Bad behaviour and poor attendance at school are as crucial as poverty in determining whether a child achieves academically, which is why the government’s behaviour expert, Charlie Taylor, is determined that both must be tackled. He talks to Lucie Carrington.

Charlie Taylor, headteacher at the Willows School, a west London primary school for children with severe behavioural difficulties, no longer has to wear machine-washable suits. When he first took over as head, he was spat at so frequently that easy-clean workwear was his only option. Within a few years, behaviour had improved to the degree that he could afford to opt for something more elegant.

Improvements at the Willows also brought him to the notice of education secretary Michael Gove and since April 2011, he has been on secondment to the Department for Education (DfE) as the government’s behaviour adviser.

With ten years’ experience of working with children with behavioural problems, he has strong – sometimes controversial – views on improving standards among some of the lowest achieving pupils.

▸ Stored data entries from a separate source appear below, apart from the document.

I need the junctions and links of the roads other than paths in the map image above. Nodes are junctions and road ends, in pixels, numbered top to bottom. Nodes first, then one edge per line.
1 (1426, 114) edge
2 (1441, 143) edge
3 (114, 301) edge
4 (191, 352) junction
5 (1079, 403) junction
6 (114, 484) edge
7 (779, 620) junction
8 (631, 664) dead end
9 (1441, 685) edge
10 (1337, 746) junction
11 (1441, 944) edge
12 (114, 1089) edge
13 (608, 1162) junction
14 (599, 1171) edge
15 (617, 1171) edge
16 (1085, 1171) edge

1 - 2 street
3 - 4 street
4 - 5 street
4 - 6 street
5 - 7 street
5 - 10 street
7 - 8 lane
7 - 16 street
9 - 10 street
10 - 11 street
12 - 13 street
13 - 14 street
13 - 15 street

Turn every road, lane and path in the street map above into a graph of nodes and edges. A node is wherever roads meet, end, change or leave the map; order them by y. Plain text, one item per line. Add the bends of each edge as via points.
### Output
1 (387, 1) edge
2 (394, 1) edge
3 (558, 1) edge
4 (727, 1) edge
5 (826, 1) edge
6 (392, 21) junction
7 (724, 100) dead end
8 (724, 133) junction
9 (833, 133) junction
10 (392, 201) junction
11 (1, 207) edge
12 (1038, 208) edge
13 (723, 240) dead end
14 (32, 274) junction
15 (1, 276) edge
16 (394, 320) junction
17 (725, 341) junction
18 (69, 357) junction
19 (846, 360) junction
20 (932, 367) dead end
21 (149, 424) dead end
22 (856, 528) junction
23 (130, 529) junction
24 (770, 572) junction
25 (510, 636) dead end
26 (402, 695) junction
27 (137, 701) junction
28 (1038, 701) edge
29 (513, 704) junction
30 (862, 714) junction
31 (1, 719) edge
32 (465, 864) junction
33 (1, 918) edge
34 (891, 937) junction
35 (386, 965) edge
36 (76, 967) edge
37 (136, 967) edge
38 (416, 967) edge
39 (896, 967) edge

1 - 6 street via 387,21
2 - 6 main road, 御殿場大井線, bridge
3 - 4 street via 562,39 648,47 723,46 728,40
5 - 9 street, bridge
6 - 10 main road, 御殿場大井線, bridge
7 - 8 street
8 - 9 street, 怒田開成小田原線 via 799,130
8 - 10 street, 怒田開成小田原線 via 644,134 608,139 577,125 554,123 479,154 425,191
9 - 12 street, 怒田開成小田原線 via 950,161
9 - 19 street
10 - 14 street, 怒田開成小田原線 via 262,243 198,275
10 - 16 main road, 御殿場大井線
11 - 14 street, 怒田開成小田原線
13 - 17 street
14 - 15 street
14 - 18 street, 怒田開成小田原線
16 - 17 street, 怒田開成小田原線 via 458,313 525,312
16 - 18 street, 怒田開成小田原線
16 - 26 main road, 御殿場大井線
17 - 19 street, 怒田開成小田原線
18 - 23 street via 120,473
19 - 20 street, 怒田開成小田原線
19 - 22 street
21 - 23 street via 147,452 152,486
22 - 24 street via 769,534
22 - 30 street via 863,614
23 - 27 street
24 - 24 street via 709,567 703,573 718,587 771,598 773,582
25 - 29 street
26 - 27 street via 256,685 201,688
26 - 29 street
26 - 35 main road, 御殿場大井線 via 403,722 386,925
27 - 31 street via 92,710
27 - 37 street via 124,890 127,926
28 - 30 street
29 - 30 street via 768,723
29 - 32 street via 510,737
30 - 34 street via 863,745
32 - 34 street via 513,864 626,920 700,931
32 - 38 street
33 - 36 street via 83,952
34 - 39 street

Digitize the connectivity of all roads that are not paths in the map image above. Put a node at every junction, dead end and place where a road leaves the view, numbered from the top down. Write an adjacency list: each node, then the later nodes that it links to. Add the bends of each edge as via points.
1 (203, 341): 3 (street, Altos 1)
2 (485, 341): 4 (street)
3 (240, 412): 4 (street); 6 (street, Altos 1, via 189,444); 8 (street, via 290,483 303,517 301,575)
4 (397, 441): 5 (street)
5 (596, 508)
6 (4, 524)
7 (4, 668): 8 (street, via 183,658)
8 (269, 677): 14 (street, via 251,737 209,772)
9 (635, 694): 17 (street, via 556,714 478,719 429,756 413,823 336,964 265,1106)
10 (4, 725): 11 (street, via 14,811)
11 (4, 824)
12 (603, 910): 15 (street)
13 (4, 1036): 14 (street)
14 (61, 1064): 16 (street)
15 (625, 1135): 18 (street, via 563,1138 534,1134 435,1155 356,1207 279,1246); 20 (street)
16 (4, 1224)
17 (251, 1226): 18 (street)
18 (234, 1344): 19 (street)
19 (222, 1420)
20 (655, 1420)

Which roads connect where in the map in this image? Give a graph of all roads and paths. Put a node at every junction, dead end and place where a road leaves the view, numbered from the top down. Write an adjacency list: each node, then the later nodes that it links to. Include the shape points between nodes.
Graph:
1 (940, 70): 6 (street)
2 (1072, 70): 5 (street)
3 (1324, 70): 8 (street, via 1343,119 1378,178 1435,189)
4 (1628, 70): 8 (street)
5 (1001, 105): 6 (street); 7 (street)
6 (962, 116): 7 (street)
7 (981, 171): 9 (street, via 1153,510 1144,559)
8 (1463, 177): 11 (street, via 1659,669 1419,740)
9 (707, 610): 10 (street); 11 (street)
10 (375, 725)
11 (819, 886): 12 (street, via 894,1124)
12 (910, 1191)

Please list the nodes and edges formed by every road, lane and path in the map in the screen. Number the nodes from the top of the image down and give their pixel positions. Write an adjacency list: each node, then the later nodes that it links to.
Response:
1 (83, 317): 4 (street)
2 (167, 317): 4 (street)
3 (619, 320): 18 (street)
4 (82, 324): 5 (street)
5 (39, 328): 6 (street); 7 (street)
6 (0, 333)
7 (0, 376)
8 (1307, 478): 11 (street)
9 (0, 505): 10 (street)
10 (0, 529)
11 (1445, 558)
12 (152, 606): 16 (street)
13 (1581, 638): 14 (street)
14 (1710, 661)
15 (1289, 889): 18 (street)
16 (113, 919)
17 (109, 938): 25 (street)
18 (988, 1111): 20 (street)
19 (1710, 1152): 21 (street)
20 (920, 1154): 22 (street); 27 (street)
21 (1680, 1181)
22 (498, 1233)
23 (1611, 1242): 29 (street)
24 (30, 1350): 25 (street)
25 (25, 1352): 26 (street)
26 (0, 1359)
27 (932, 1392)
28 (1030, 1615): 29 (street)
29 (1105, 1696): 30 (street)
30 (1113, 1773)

He has used two key reports on behaviour and attendance to set out his ideas, be it docking truancy fines from child benefit payments or encouraging student teachers to train in pupil referral units (PRUs).

He was, perhaps, destined for a job in teaching, although his own education – he went to Eton – is hardly typical of the state sector. “Many of my family have been teachers so it was always a possibility for me,” he says.

“I spent time working in a school thinking about it and then did a BEd at Homerton College, Cambridge. It’s very much a vocation and has become a stronger one over time. The more time I spend in education the more I realise it is the right thing for me.”

He helped local authorities develop their alternate provision before taking up his first headship at the Willows. “I spent a lot of time doing the theory and decided I wanted to do it in practice,” he says. He believes his real success at the school was in raising pupils’ achievement.

“We are used to lowering our expectation of these children. It is tempting to provide education that is high in warmth but low in academic challenge. But lack of academic achievement is a big block to succeeding socially, too.”

He highlighted the issue in his review of alternative provision (AP), published in March, which pointed out that only 1.4 per cent of pupils in alternative provision achieve five GCSEs grade A*-C including English and maths, compared with the national average of around 50 per cent. His conclusion was that many PRUs were failing excluded children.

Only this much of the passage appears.